噂には聴いていたが、正直この映画ナメていた。結論からいえば、最高なり。役者がことごとく好きな人ばかりである。たまりません。

「三丁目の夕日」は漫画で相当読み込んでいる。ま、とはいえ、読んだのは小学生から中学生にかけてである。原作への思い入れが強いぶん、映画に関していうと拒否反応があった。

漫画からドラマや映画に起こすのはなかなかリスクがある。作品がすばらしくても、スタッフがすばらしくても、大人の事情で台なしになることが多い。

最近でいえば、大ヒット作品ですら、続編になると大人の事情というか、電◯の事情というか、芸能事務所の都合というか、腹がたつ仕上がりになってしまったものが多い。もうなんというか、踊る大捜査線3を思うと吐き気がするくらい腹立たしい。
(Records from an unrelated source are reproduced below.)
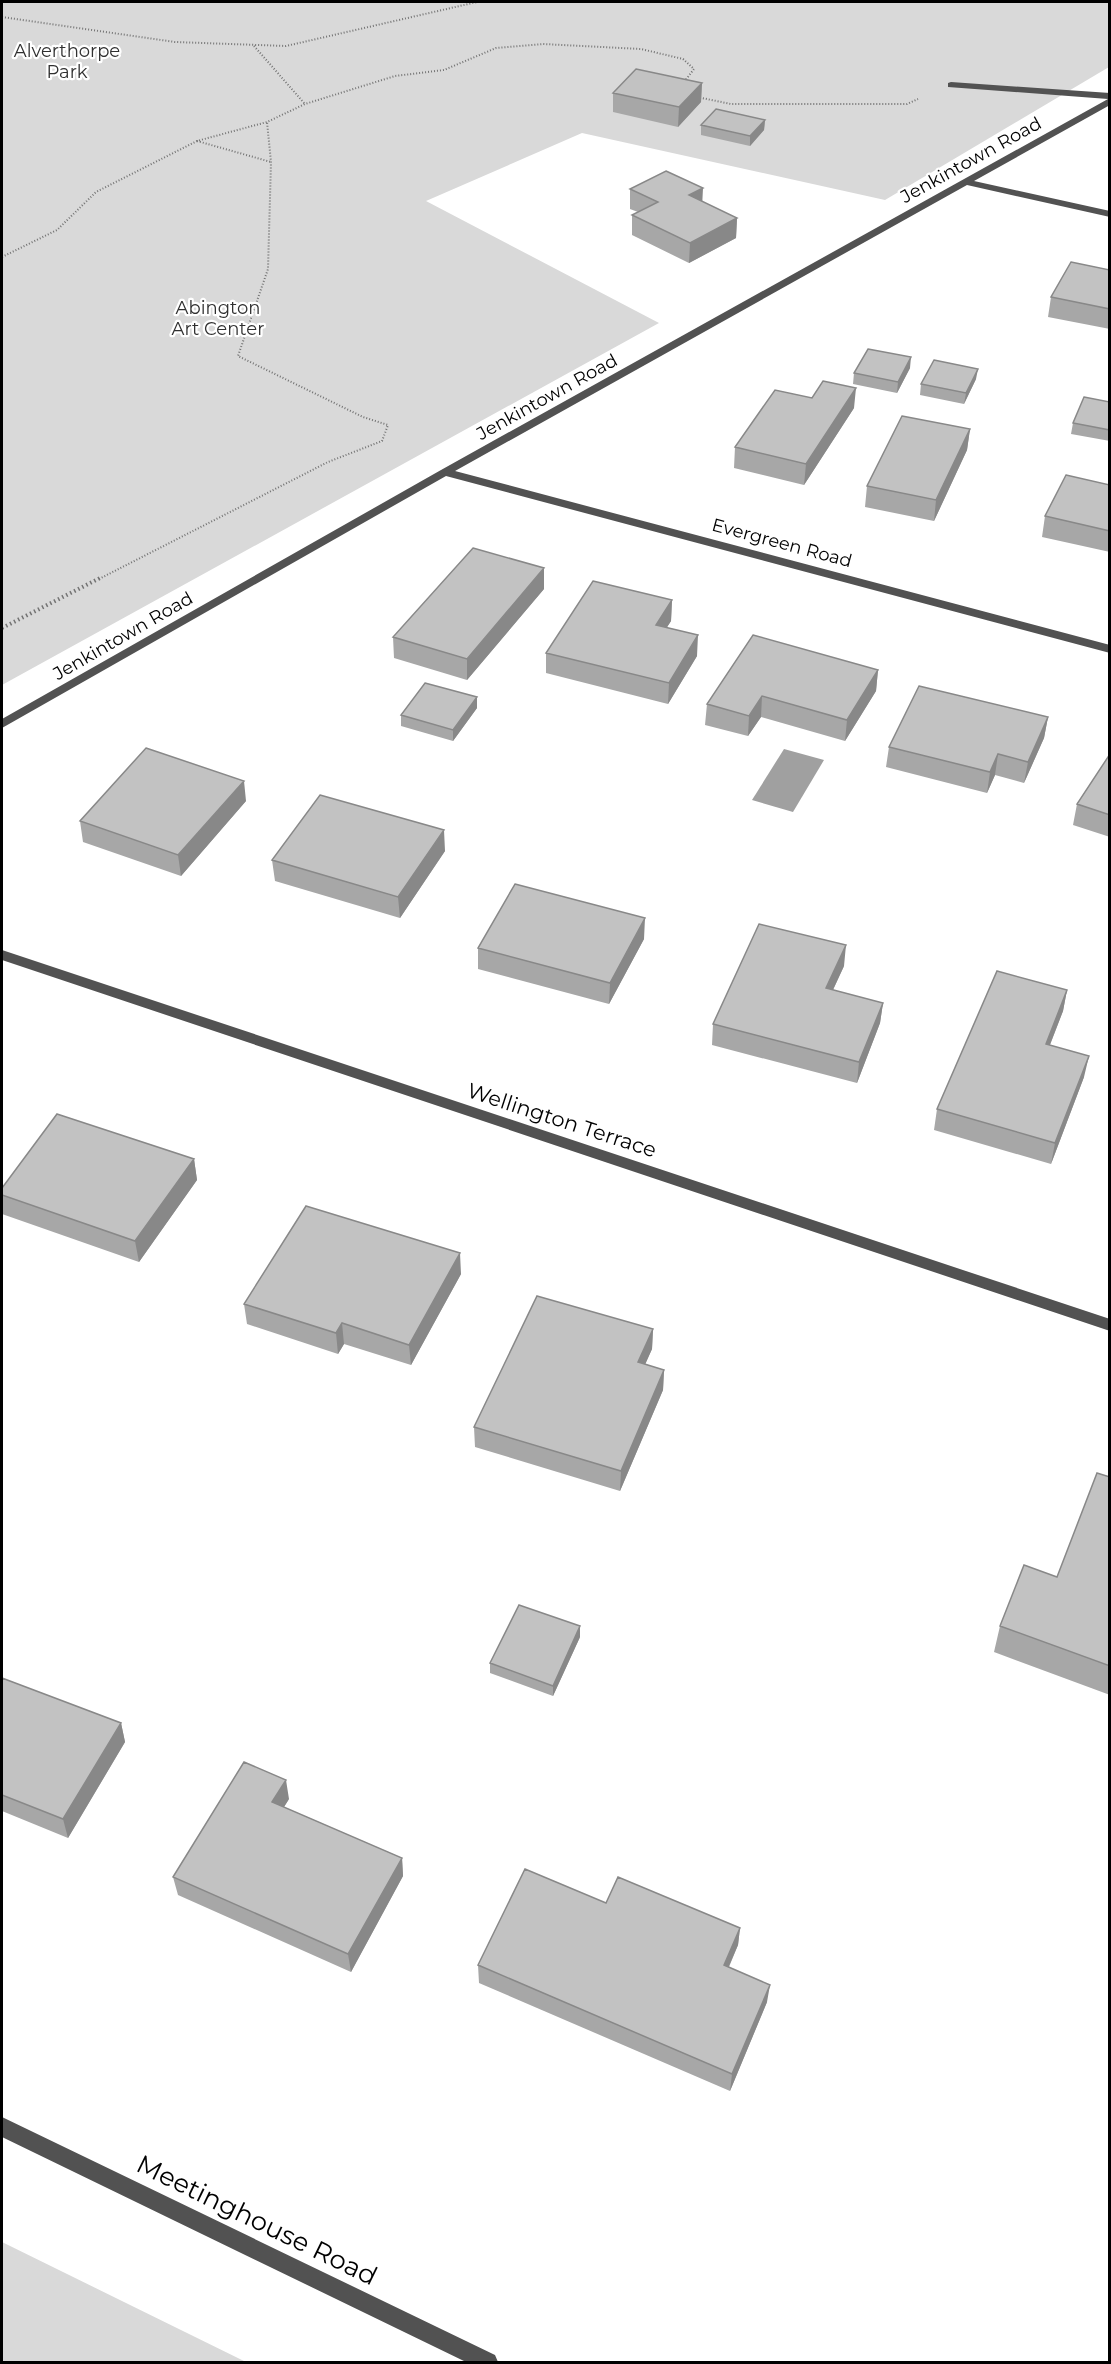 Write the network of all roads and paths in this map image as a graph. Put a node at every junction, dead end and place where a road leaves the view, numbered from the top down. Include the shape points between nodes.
1 (477, 2) edge
2 (2, 17) edge
3 (253, 45) junction
4 (951, 85) joint
5 (681, 87) edge
6 (687, 95) edge
7 (1110, 96) edge
8 (1110, 101) edge
9 (305, 104) junction
10 (267, 122) junction
11 (197, 141) junction
12 (271, 162) junction
13 (966, 182) junction
14 (1110, 214) edge
15 (2, 257) edge
16 (445, 472) junction
17 (2, 628) edge
18 (1110, 649) edge
19 (2, 724) edge
20 (2, 955) edge
21 (1110, 1326) edge
22 (2, 2127) edge
23 (488, 2362) edge

1 - 3 path via 286,46
2 - 3 path via 175,42
3 - 9 path
4 - 6 path via 907,104 731,104
4 - 7 street
5 - 9 path via 694,69 683,59 641,49 543,44 496,48 444,70 396,76
8 - 13 street, Jenkintown Road
9 - 10 path
10 - 11 path
10 - 12 path
11 - 12 path
11 - 15 path via 96,192 57,230
12 - 17 path via 268,269 238,356 363,417 388,425 382,441 328,462
13 - 14 street
13 - 16 street, Jenkintown Road
16 - 18 street, Evergreen Road
16 - 19 street, Jenkintown Road
20 - 21 street, Wellington Terrace
22 - 23 street, Meetinghouse Road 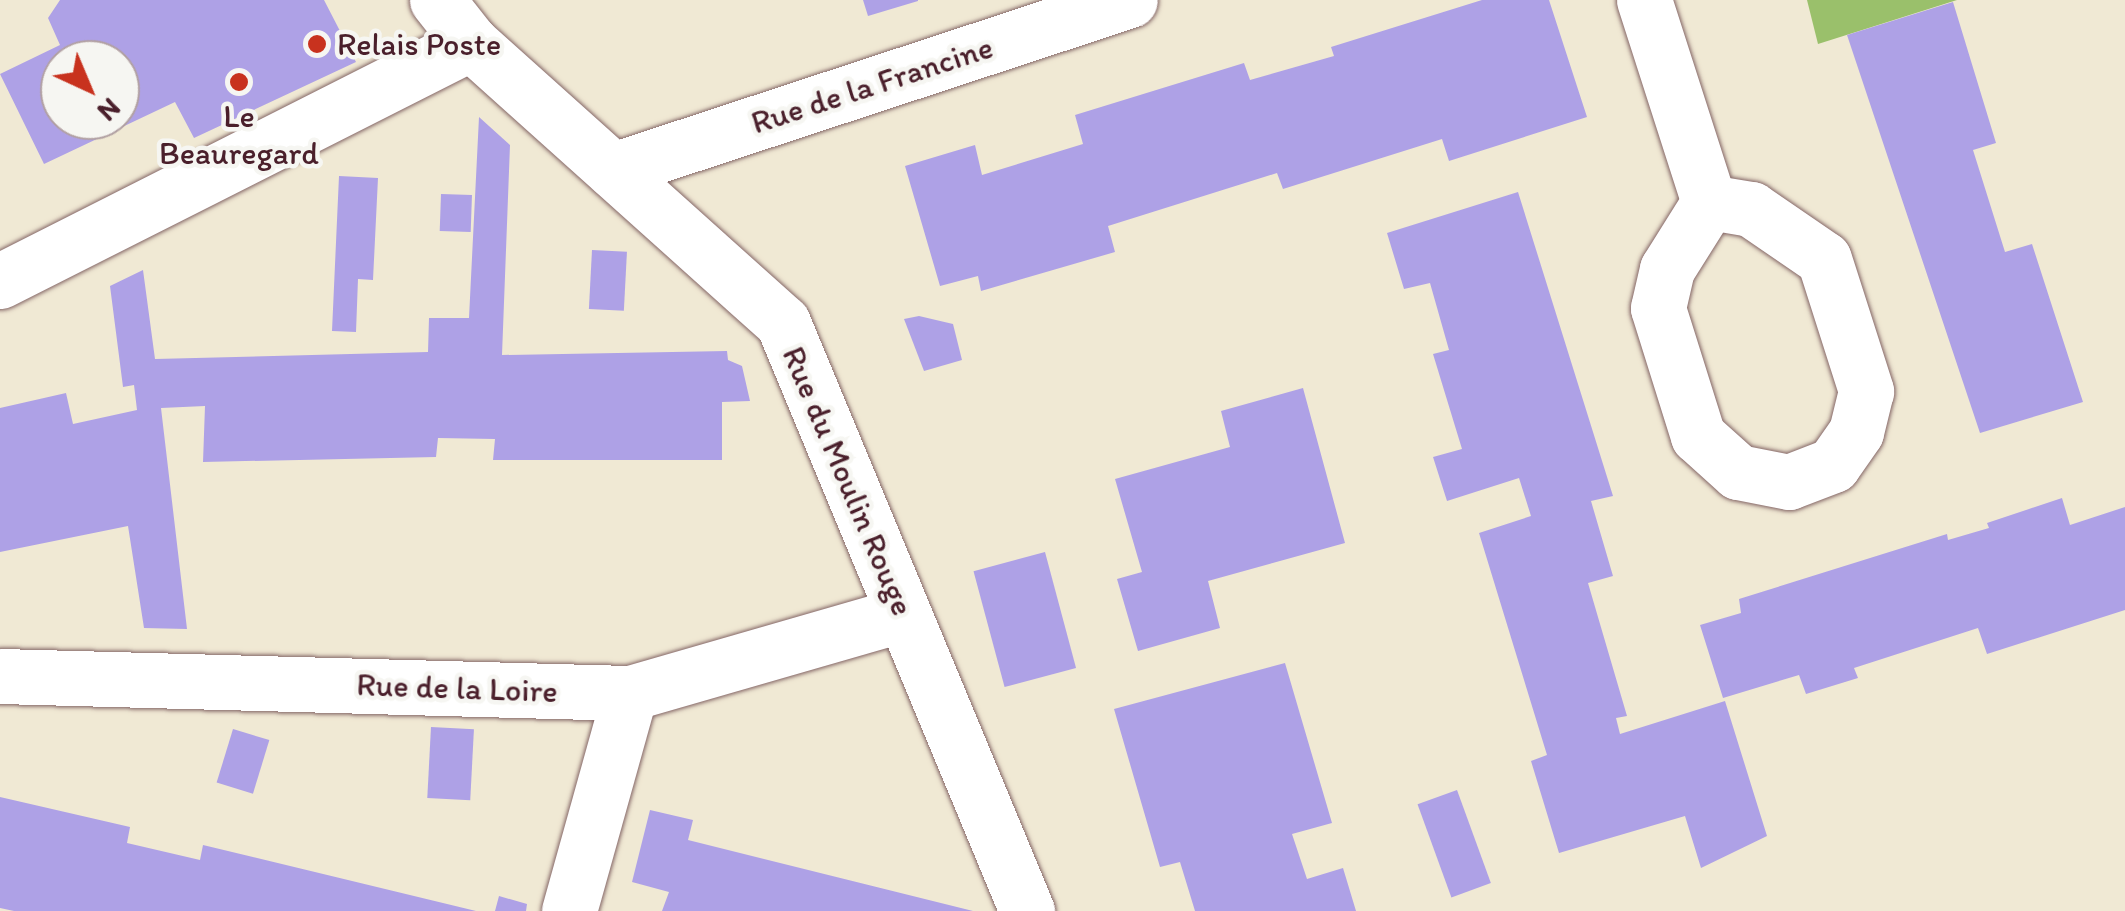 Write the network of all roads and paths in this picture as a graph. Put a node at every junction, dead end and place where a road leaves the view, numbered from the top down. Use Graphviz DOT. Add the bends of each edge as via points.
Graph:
graph roads {
  1 [pos="436,0"];
  2 [pos="1130,0"];
  3 [pos="1644,0"];
  4 [pos="471,43"];
  5 [pos="612,170"];
  6 [pos="1710,202"];
  7 [pos="0,281"];
  8 [pos="903,614"];
  9 [pos="0,676"];
  10 [pos="630,693"];
  11 [pos="569,911"];
  12 [pos="1027,911"];
  1 -- 4 [label="street, Rue du Moulin Rouge"];
  2 -- 5 [label="street, Rue de la Francine"];
  3 -- 6 [label="street"];
  4 -- 5 [label="street, Rue du Moulin Rouge"];
  4 -- 7 [label="street"];
  5 -- 8 [label="street, Rue du Moulin Rouge" via="782,323"];
  6 -- 6 [label="street" via="1667,269 1658,308 1698,436 1738,472 1789,482 1833,466 1856,432 1866,391 1824,258 1751,209"];
  8 -- 10 [label="street, Rue de la Loire"];
  8 -- 12 [label="street, Rue du Moulin Rouge"];
  9 -- 10 [label="street, Rue de la Loire"];
  10 -- 11 [label="street"];
} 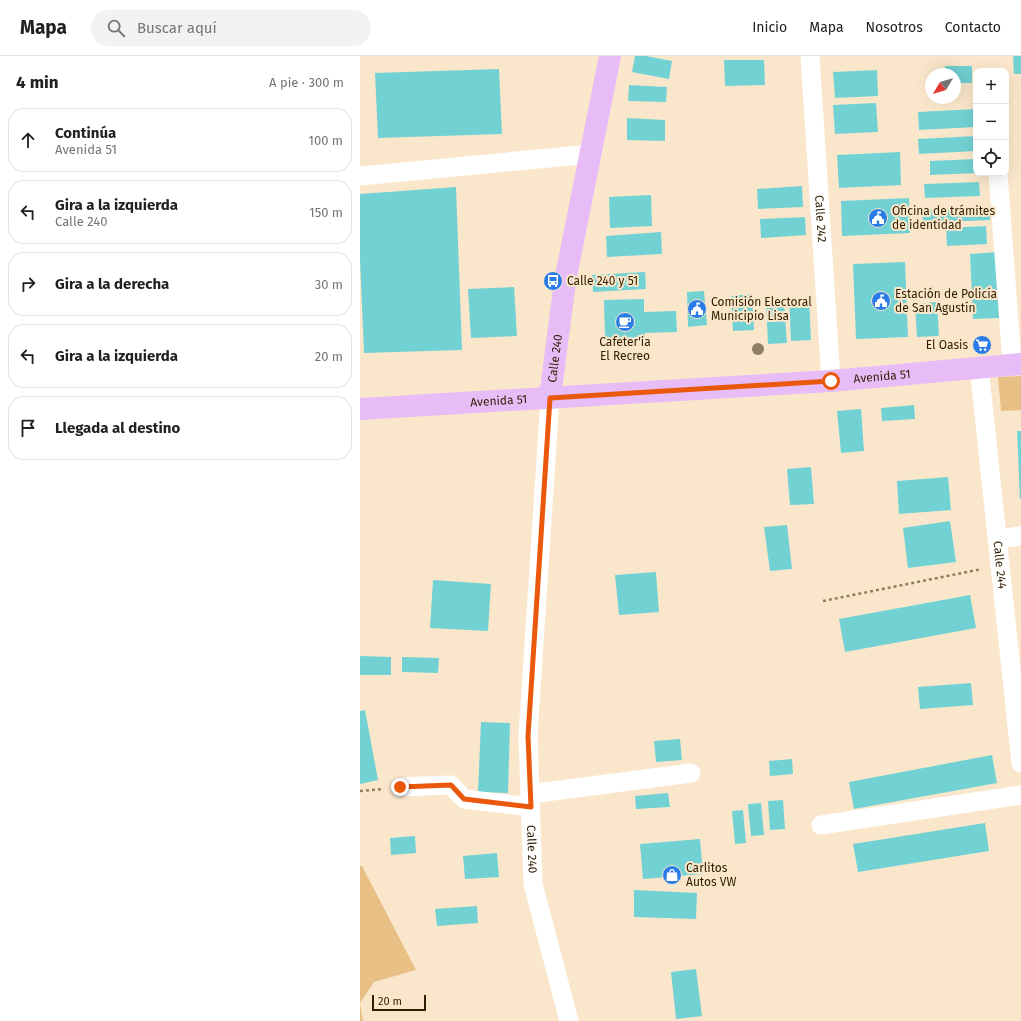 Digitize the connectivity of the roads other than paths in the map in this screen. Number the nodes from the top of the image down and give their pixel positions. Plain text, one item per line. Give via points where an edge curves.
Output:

そんな中、この三丁目の夕日は実によかった。原作の世界観をきっちり再現していると思う。映像化という意味では原作を越えている。1980年生まれのわたしからしても想像できない時代の話である。親世代が見るとたまらないのだろう。

わたしは映画を評論できるほどの知識もセンスもない。が、役者についての主観的な好き嫌いはいろいろ一言ある。もうこの手の昭和ものの映画をこなす堤真一にはシビれるというものである。

決して通な見方ができるわけではないが、この作品の役者の組み合わせは、はじめから最後まで飽きさせるものではなかった。わたしの邦画ヘビーローテーション再生のリストにばっちり入った。WOWOWバンザイである。